Não me recordo se alguma vez cheguei a escrever sobre o que aconteceu em Alcochete. Na verdade, durante algum tempo creio que fiz tudo para ignorar ou tentar esquecer o que fui lendo nos jornais e redes sociais e vendo na televisão. É complicado, as notícias (fruto da exploração jornalística) foram e têm sido permanentes. E tentar ignorar não permite apagar o que aconteceu.
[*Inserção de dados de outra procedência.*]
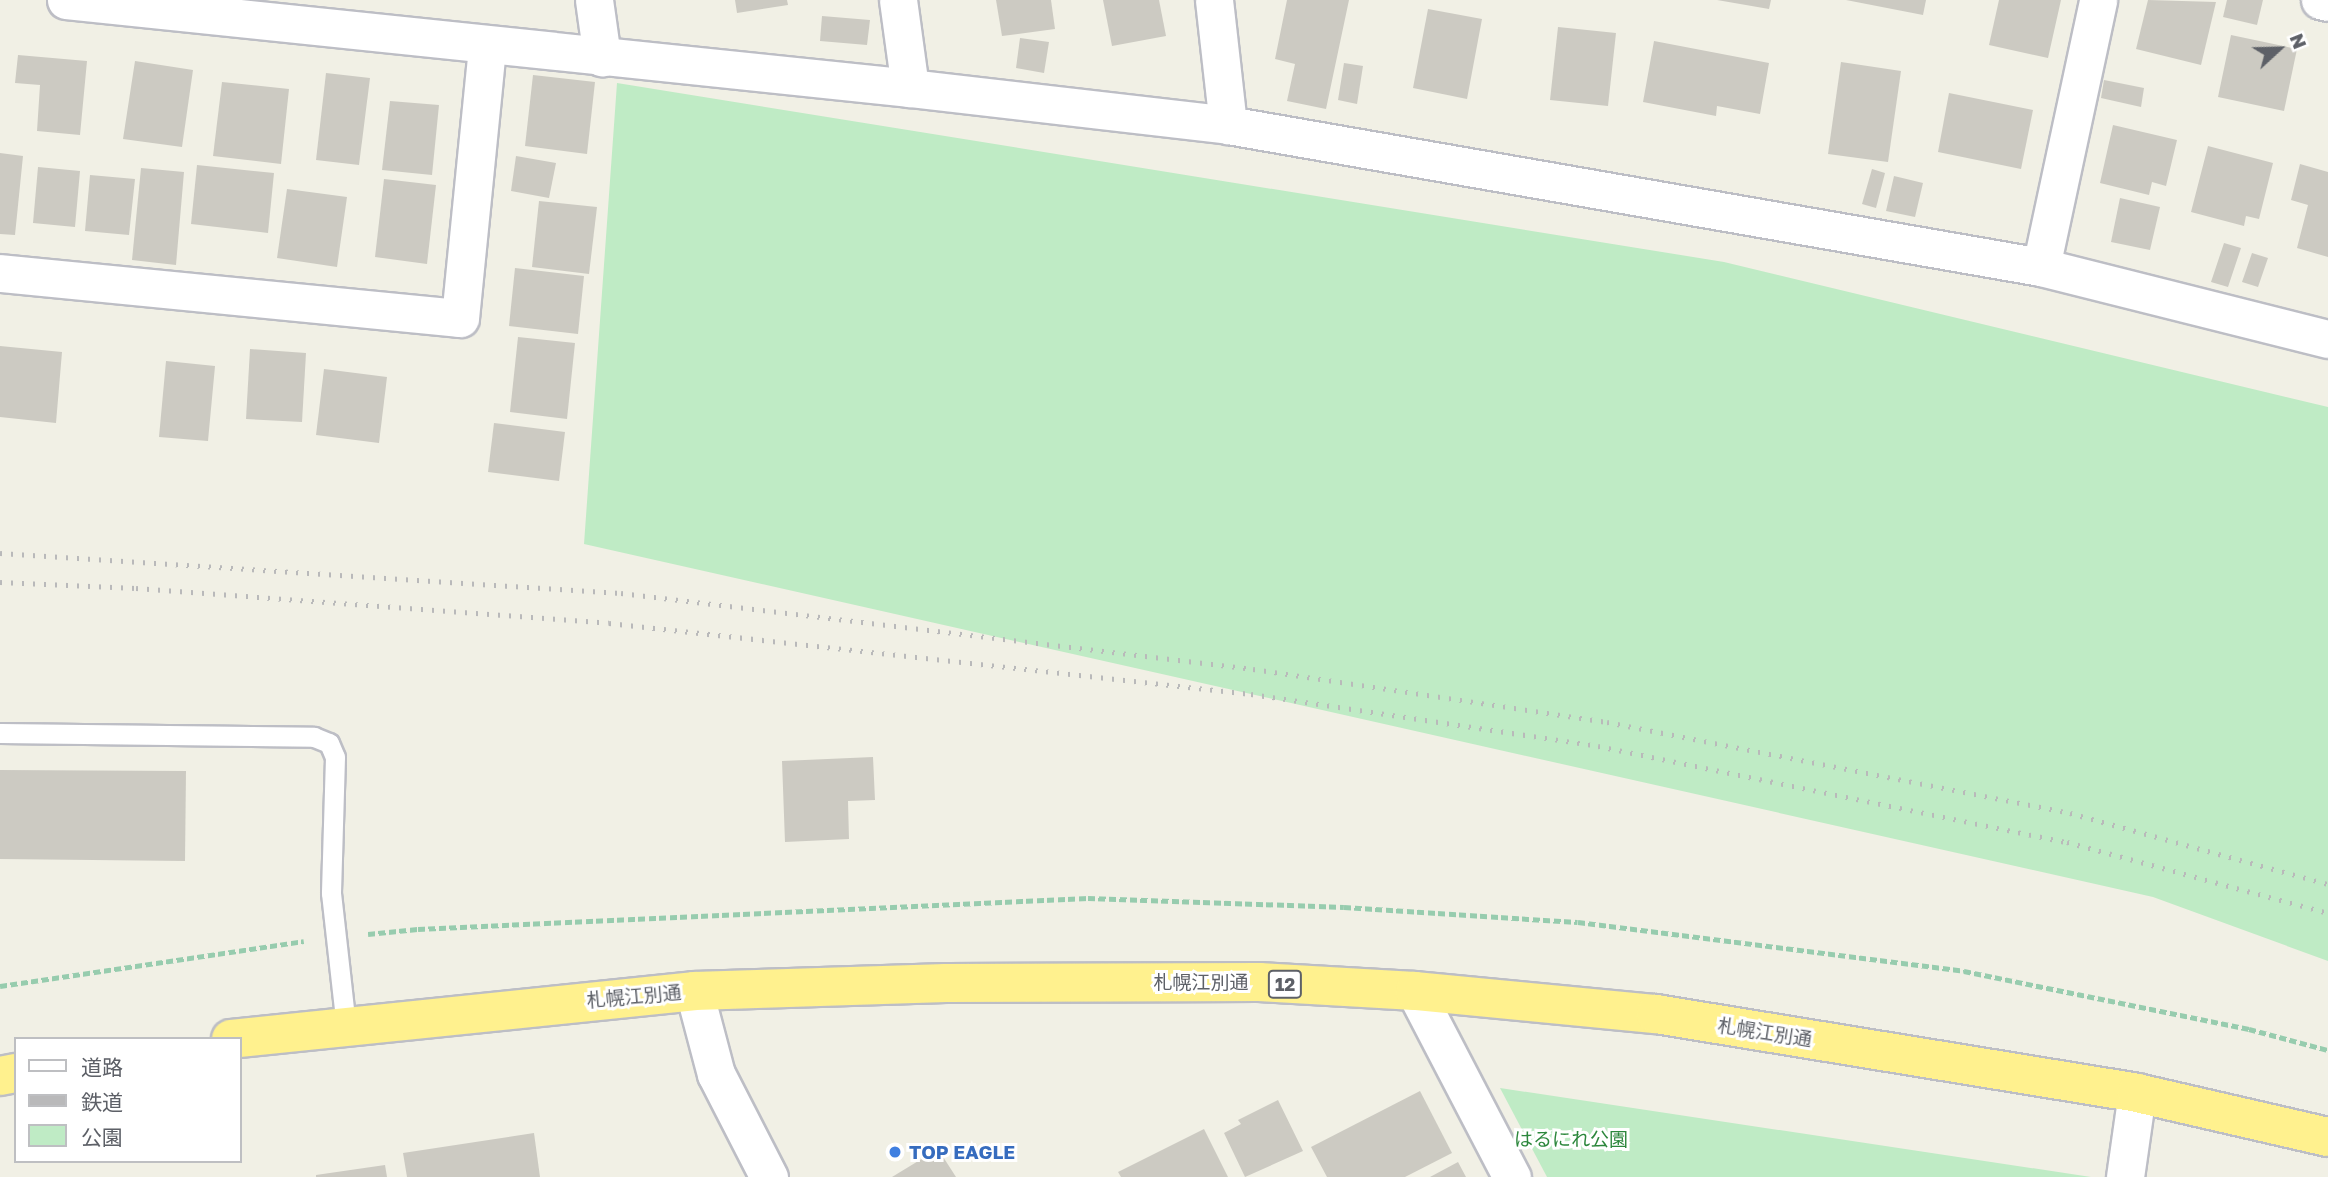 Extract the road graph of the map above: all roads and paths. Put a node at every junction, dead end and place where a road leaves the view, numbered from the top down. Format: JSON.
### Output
{"nodes":[{"id":1,"x":65,"y":0,"type":"edge"},
{"id":2,"x":594,"y":0,"type":"edge"},
{"id":3,"x":898,"y":0,"type":"edge"},
{"id":4,"x":1214,"y":0,"type":"edge"},
{"id":5,"x":2098,"y":0,"type":"edge"},
{"id":6,"x":2320,"y":0,"type":"edge"},
{"id":7,"x":2328,"y":2,"type":"edge"},
{"id":8,"x":487,"y":46,"type":"junction"},
{"id":9,"x":602,"y":57,"type":"junction"},
{"id":10,"x":910,"y":88,"type":"junction"},
{"id":11,"x":1228,"y":125,"type":"junction"},
{"id":12,"x":2041,"y":267,"type":"junction"},
{"id":13,"x":0,"y":273,"type":"edge"},
{"id":14,"x":2328,"y":339,"type":"edge"},
{"id":15,"x":0,"y":733,"type":"edge"},
{"id":16,"x":1415,"y":990,"type":"junction"},
{"id":17,"x":694,"y":991,"type":"junction"},
{"id":18,"x":346,"y":1026,"type":"junction"},
{"id":19,"x":242,"y":1038,"type":"edge"},
{"id":20,"x":2137,"y":1093,"type":"junction"},
{"id":21,"x":2328,"y":1137,"type":"edge"},
{"id":22,"x":769,"y":1177,"type":"edge"},
{"id":23,"x":1512,"y":1177,"type":"edge"},
{"id":24,"x":2125,"y":1177,"type":"edge"}],
"edges":[{"from":1,"to":8,"type":"street"},
{"from":2,"to":9,"type":"street"},
{"from":3,"to":10,"type":"street"},
{"from":4,"to":11,"type":"street"},
{"from":5,"to":12,"type":"street"},
{"from":6,"to":7,"type":"street"},
{"from":8,"to":9,"type":"street"},
{"from":8,"to":13,"type":"street"},
{"from":9,"to":10,"type":"street"},
{"from":10,"to":11,"type":"street"},
{"from":11,"to":12,"type":"street"},
{"from":12,"to":14,"type":"street"},
{"from":15,"to":18,"type":"lane"},
{"from":16,"to":17,"type":"highway","name":"札幌江別通","number":"12"},
{"from":16,"to":20,"type":"highway","name":"札幌江別通","number":"12"},
{"from":16,"to":23,"type":"street"},
{"from":17,"to":18,"type":"highway","name":"札幌江別通","number":"12"},
{"from":17,"to":22,"type":"street"},
{"from":18,"to":19,"type":"highway","name":"札幌江別通","number":"12"},
{"from":20,"to":21,"type":"highway","name":"札幌江別通","number":"12"},
{"from":20,"to":24,"type":"street"}]}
As declarações de Tiago Neves (um dos arguidos do processo Alcochete) que li reproduzidas no jornal Observador são um retrato, não apenas na sua experiência individual, mas de um modo de estar em sociedade. A juíza que o interroga pergunta de forma lapidar «E achavam que era com medo que os jogadores iam começar a jogar mais, era isso?» Quão fanáticos temos de ser para acreditar numa coisa destas? Quão alienados da realidade temos de estar para nos transformarmos em mitomanos? Quem acredita que este é um fenómeno exclusivo do futebol ou sequer do desporto?

A minha relação com o futebol (e de certa forma, com o próprio Sporting) mudou naquele dia. Não consigo deixar de ir a Alvalade ou de seguir os jogos na televisão quando jogamos fora de casa, mas sinto que perdi a alegria e a paixão pelo jogo. Comecei a ver futebol na televisão em 1991 (campeonato do mundo de júniores em Lisboa) e a frequentar estádios de futebol em 1992 (no estádio da Medideira a ver o Amora). Alvalade, acompanhado pelo meu pai e, mais tarde, pelo meu irmão, começou a ser uma visita quinzenal a partir de 1999. O meu avô, que nunca conheci, era um apaixonado tão grande pelo seu Piedade que faleceu enquanto assistia a um jogo.

Não tenho filhos, mas se algum dia os tiver não estou certo que os queira ver num estádio de futebol. Tudo isto porque leio e oiço diariamente gente que não só acredita em teorias da conspiração, como defende que um jogador de futebol com medo joga mais.